Source records
BEGIN
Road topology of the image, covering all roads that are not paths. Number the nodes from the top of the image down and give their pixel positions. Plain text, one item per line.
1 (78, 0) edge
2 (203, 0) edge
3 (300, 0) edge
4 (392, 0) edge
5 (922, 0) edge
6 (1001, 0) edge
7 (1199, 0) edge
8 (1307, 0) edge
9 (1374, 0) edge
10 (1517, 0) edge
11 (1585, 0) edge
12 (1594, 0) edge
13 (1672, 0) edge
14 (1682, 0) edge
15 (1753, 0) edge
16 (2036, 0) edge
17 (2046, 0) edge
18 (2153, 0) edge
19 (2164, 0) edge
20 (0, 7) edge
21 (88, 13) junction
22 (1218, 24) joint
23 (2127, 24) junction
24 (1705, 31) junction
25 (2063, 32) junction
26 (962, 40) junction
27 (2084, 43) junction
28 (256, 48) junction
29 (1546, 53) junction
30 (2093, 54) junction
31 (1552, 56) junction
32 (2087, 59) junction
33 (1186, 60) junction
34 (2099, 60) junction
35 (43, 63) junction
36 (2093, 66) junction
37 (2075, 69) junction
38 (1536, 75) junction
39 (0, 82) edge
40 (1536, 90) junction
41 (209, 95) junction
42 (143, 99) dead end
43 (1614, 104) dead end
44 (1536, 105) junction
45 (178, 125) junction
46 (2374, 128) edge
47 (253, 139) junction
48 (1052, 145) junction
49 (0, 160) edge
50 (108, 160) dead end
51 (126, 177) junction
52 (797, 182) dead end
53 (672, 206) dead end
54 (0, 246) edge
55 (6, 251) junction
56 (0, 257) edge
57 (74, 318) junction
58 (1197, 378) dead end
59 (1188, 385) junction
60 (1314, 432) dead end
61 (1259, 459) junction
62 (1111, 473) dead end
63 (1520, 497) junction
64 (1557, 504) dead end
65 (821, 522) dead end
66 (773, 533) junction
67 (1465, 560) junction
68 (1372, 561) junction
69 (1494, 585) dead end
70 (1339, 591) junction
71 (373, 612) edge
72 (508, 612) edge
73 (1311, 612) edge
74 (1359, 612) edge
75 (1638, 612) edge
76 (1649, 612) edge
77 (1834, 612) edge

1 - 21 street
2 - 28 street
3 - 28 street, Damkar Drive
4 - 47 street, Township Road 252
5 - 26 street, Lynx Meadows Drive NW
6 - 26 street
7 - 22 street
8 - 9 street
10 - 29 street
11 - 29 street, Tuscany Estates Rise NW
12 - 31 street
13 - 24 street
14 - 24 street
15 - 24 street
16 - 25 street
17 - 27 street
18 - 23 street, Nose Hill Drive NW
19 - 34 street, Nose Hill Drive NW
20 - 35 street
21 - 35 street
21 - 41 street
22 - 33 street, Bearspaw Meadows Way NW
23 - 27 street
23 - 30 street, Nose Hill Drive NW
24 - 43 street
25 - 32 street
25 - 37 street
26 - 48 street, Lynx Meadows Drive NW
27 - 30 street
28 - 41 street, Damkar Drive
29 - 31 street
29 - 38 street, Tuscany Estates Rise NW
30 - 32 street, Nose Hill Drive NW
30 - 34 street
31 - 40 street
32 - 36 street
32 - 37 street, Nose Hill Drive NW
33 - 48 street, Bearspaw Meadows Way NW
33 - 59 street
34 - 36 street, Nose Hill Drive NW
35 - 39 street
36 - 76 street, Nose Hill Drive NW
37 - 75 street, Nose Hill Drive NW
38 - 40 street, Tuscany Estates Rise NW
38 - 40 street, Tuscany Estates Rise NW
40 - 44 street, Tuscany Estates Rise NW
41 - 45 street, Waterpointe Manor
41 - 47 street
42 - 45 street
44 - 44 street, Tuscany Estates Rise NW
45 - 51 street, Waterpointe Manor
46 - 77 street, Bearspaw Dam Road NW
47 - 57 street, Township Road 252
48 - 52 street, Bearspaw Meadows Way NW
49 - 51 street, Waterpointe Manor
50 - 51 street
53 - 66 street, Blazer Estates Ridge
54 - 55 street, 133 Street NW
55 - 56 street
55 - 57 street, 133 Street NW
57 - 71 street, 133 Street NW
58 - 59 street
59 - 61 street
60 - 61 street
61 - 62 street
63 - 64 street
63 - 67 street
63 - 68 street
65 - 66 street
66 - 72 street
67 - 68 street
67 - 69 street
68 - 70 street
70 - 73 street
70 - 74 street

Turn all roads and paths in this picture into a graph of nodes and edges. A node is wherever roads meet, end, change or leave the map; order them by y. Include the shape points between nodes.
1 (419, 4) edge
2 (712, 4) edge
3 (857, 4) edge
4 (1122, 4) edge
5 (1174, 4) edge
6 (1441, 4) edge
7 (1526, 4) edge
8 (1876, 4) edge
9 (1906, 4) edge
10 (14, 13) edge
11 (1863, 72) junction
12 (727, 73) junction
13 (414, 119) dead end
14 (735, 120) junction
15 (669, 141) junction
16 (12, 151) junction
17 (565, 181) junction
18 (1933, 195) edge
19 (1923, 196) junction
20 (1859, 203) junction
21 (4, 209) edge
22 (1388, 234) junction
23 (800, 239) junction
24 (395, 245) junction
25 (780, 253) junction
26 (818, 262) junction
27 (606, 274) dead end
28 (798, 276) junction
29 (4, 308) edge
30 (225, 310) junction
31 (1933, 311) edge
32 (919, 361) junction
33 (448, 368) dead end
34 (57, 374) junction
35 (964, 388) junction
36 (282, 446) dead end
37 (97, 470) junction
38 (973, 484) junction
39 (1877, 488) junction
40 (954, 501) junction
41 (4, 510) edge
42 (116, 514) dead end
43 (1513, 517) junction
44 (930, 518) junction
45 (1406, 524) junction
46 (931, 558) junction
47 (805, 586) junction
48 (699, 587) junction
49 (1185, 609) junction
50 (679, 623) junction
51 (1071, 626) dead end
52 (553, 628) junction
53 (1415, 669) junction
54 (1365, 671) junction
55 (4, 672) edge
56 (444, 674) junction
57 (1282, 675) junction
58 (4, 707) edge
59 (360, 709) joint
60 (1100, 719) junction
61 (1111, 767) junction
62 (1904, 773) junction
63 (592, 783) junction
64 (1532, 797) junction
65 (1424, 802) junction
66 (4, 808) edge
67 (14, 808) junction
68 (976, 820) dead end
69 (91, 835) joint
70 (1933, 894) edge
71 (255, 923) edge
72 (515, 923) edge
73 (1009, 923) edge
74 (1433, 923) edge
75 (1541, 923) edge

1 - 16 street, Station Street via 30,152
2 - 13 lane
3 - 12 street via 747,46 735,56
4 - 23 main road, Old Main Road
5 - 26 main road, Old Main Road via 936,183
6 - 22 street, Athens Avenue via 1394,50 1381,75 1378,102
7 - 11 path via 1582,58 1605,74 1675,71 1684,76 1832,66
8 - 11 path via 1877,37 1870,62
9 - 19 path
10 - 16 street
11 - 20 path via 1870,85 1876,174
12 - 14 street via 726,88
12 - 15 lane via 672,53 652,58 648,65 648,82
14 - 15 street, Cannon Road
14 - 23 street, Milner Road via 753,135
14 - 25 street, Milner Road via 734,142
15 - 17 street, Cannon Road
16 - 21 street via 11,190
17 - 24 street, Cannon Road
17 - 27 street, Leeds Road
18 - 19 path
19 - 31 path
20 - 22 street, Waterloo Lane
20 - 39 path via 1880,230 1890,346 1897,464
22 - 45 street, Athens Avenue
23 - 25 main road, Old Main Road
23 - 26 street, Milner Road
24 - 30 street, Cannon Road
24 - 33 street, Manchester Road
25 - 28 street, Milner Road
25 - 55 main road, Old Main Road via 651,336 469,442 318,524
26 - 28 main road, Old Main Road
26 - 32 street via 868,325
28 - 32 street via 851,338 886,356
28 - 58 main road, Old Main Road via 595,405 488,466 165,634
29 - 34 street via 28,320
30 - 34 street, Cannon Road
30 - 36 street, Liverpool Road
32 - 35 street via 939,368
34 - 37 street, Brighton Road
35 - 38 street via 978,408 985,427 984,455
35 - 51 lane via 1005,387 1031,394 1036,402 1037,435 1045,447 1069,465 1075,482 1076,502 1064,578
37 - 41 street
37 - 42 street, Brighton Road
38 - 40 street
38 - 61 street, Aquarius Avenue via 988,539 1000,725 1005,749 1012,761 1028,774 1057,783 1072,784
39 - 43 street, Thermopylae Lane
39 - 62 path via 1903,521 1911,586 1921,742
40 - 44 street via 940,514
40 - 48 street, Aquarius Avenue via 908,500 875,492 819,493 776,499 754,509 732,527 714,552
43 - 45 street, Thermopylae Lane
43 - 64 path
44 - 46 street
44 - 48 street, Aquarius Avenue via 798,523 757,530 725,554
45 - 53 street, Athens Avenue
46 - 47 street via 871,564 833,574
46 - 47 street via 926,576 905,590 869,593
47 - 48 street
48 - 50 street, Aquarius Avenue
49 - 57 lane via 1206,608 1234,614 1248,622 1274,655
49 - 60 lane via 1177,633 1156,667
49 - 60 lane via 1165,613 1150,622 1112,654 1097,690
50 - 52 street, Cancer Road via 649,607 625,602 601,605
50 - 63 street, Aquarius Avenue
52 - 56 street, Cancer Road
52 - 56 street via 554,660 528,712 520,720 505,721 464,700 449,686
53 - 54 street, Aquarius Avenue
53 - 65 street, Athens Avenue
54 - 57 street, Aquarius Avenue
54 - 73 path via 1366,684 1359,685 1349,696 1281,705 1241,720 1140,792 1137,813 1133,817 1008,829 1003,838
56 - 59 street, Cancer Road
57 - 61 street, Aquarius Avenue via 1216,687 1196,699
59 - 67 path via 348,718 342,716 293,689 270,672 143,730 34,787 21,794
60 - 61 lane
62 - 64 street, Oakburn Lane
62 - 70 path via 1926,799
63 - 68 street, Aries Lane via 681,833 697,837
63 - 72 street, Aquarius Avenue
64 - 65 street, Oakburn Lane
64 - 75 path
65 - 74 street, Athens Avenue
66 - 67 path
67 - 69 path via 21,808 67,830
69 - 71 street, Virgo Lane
END
__Exercise prompt__. Every line of the data above that includes "Waterpointe" should be listed.

__Solution__.
41 - 45 street, Waterpointe Manor
45 - 51 street, Waterpointe Manor
49 - 51 street, Waterpointe Manor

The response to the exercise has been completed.